> Problem requirements: Count the lines in the records below that contain the word "Avenue", and give only that number.

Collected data
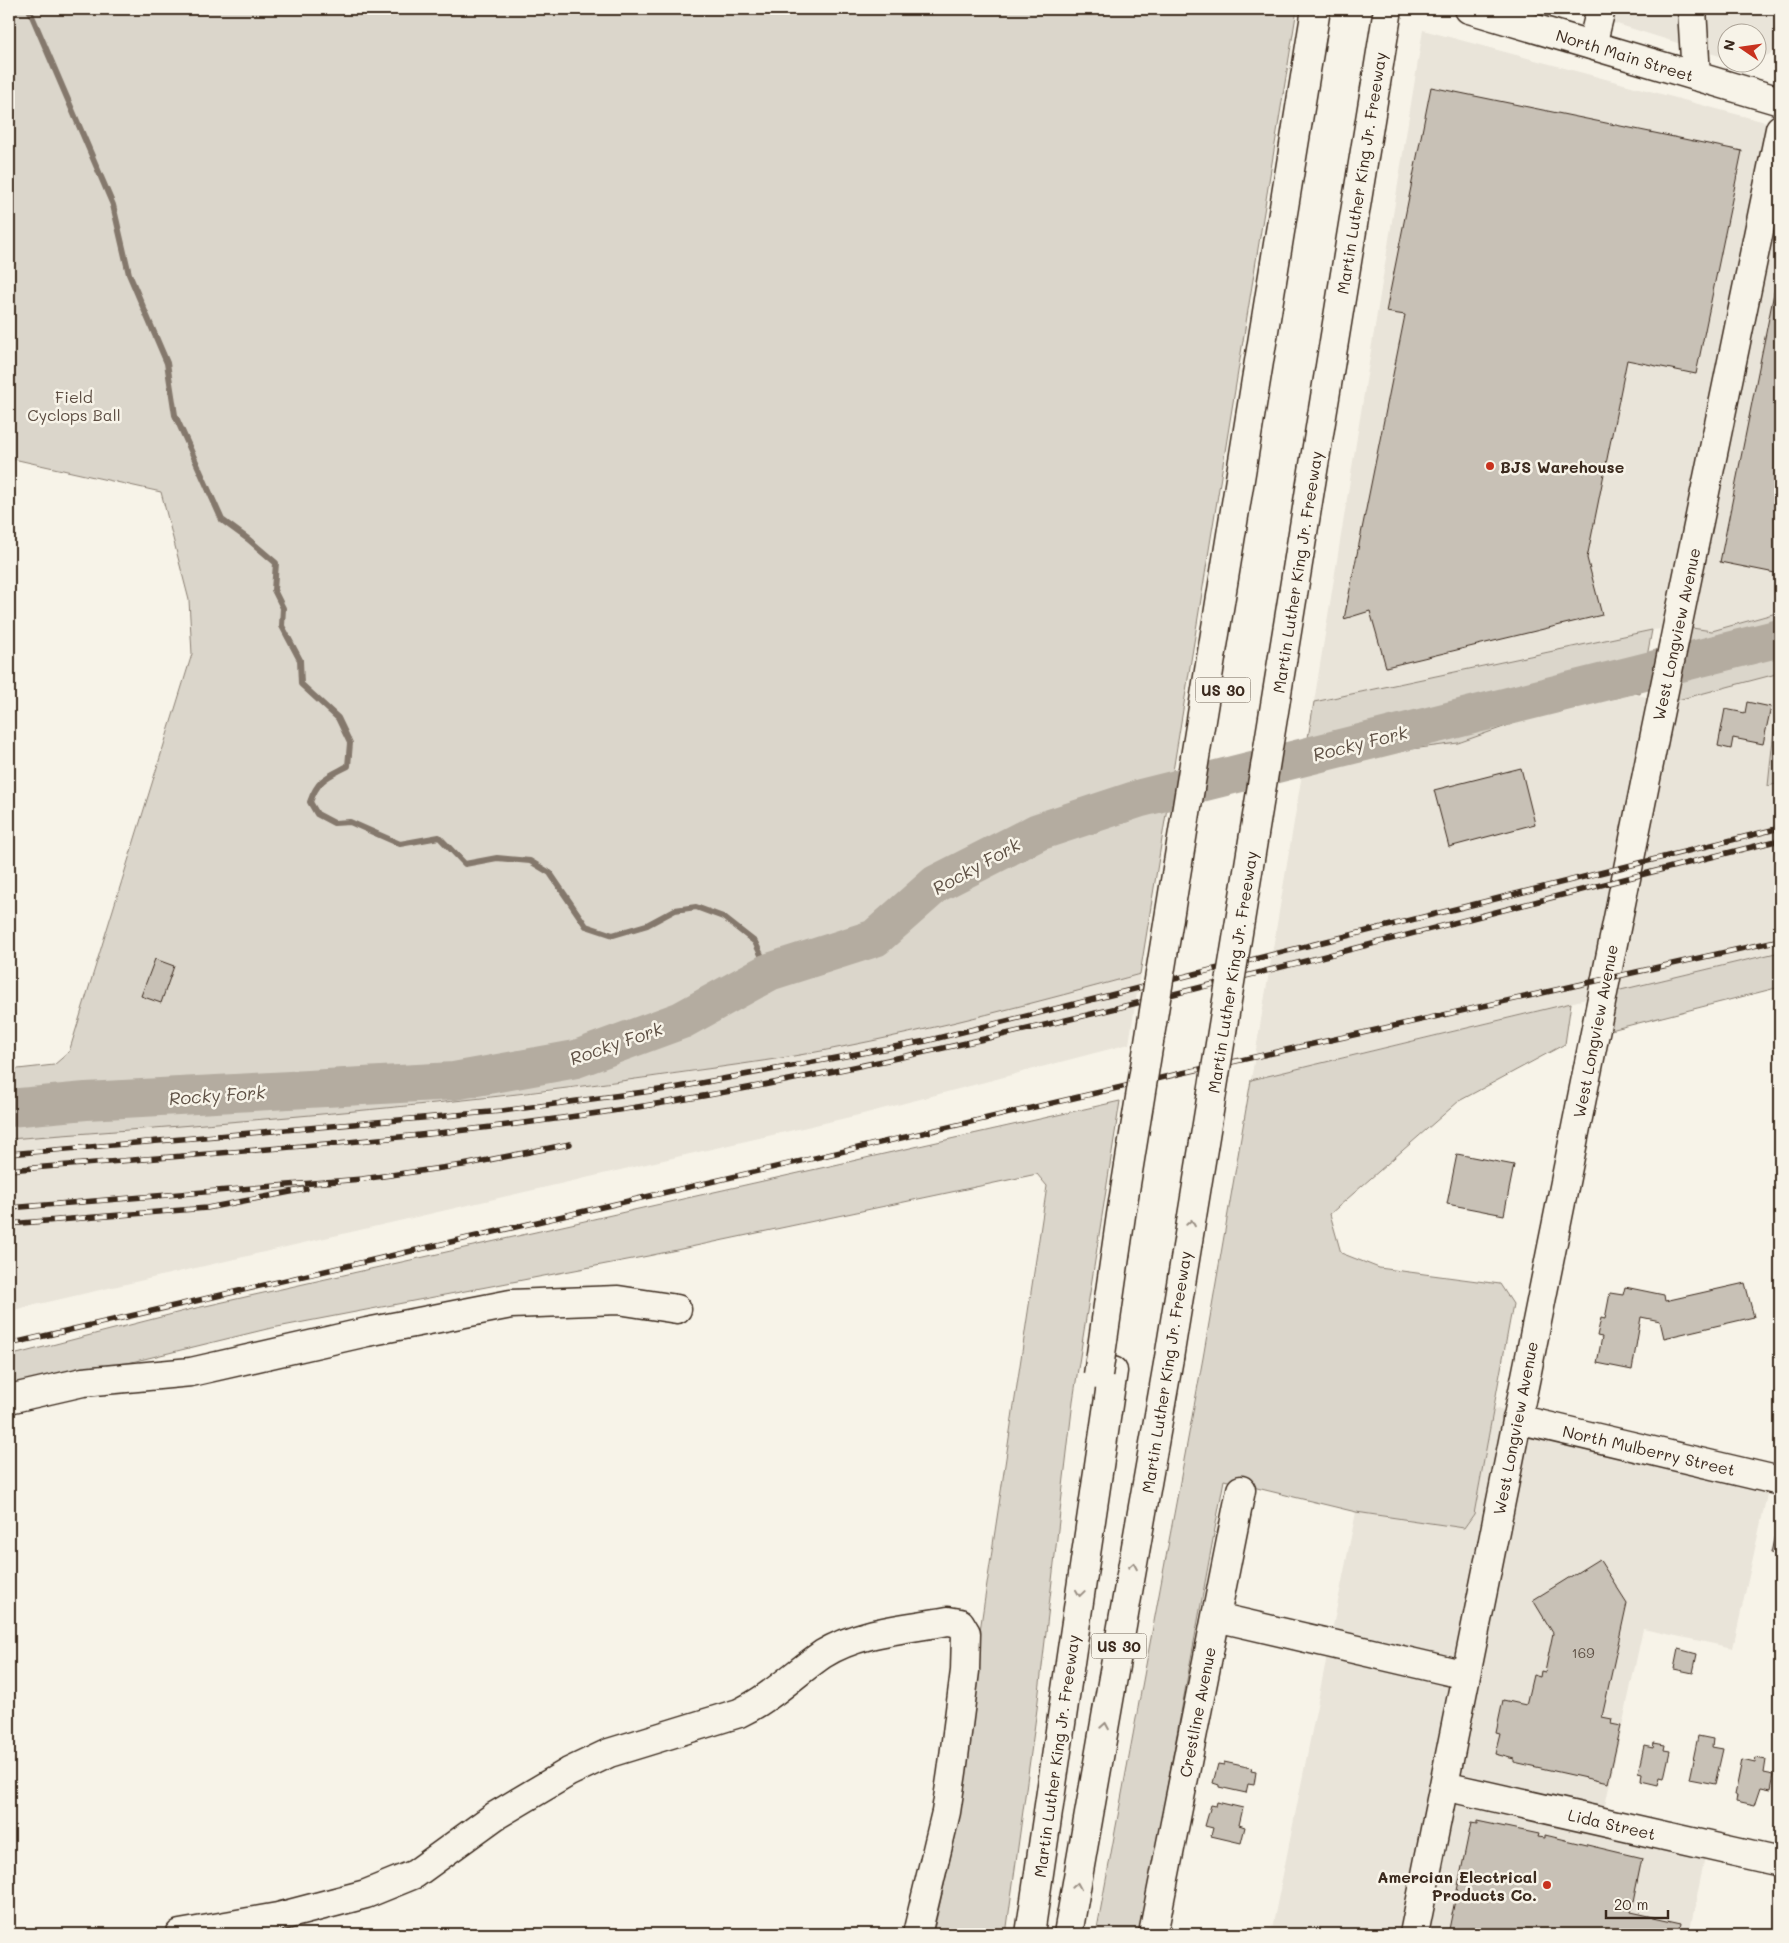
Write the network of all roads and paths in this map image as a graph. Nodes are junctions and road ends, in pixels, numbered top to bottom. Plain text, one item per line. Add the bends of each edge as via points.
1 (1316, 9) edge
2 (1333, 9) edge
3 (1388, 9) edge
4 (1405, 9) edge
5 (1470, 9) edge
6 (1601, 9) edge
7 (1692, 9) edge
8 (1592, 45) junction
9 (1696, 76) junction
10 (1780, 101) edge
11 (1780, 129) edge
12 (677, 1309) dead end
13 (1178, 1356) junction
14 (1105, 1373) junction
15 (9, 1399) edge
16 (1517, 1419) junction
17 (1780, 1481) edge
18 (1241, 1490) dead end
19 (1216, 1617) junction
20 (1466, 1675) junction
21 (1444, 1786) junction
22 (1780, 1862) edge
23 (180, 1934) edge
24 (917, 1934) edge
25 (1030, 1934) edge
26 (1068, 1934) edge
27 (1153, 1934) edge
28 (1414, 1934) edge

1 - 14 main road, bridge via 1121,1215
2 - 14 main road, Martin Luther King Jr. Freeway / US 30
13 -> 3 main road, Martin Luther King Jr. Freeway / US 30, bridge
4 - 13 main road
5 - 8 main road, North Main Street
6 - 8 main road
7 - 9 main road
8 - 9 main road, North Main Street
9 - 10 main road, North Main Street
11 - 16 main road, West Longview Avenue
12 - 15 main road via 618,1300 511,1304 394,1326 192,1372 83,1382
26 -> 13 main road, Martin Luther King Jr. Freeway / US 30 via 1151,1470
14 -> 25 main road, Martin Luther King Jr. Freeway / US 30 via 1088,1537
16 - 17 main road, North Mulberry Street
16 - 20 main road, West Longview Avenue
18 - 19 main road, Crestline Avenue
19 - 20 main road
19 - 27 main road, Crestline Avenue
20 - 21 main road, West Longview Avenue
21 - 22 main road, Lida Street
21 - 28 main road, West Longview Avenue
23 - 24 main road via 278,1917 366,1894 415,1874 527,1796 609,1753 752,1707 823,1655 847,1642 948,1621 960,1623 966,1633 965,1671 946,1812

> Answer to this task: 6